Heart perforations , A percentage of children are born with a hole in the heart as a result of a congenital malformation, so what does having a hole in the heart in children mean?

Heart perforations in children

 Heart holes in children are congenital holes that appear from the early stages of heart development. There is no known cause for them. The causes of infection may be genetic or due to environmental factors such as the mother’s nutrition and the medications she took during pregnancy.

Types of heart holes in children

Types of congenital heart holes:

1. Atrial septal defect

A hole in the wall separating the atria that increases the amount of blood flowing through the lungs. An atrial septal defect can cause heart and lung failure. Many children who are infected with it since birth may not have any signs of disease and then start to appear at puberty. 

Symptoms

Pathological indications include:

  • Shortness of breath, especially when exercising.
  • feeling tired
  • Swelling in the legs, feet or abdomen.
  • heart rhythm disturbance;
  • stroke .

Diagnosis

Among the tests that detect the presence of a hole in the septum between the atria:

  • Echocardiogram .
  • Chest X-ray.
  • Cardiac catheterization .
  • Magnetic resonance imaging.

treatment

Treatment depends on several factors, including: age, severity of symptoms, and sometimes the size of the hole.

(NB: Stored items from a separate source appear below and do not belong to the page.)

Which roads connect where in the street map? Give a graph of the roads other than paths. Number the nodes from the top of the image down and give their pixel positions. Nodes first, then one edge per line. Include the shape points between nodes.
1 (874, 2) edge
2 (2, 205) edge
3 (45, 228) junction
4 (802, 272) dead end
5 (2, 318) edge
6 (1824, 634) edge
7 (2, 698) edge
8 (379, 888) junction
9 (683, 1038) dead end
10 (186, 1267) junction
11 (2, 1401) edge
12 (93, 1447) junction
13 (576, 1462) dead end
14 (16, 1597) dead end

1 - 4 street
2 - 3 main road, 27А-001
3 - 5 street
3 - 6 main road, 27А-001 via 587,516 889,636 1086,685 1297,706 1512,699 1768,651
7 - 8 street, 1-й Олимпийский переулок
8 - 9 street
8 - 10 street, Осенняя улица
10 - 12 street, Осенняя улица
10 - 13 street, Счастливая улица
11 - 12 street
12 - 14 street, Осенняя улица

Some atrial septal defects may resolve on their own during childhood, but others require surgical intervention.

2. Ventricular septal defect

A hole in the septal wall between the ventricles that allows blood to pass from the left to the right side of the heart. The oxygenated blood is then pumped to the lungs instead of to the body. Symptoms may appear in the first days, weeks or months of a child’s life.

Symptoms

Pathological indications include:

  • shortness of breath.
  • pallor.
  • Not gaining weight.
  • Rapid heartbeat . 
  • Sweating while breastfeeding.
  • Frequent respiratory infections.

Diagnosis

Among the tests that detect the presence of a hole in the septum between the atria:

  • Chest X-ray.
  • echocardiogram
  • Cardiac catheterization.
  • Measure the level of oxygen in the blood.
  • Electrocardiogram device .

treatment

Treatment depends on several factors, including: the size of the hole, symptoms, and the general health of the child. The doctor performs a periodic examination to make sure that there are no signs of heart failure and that the hole resolves on its own.

If the hole does not close on its own or if it is large, surgical intervention is performed.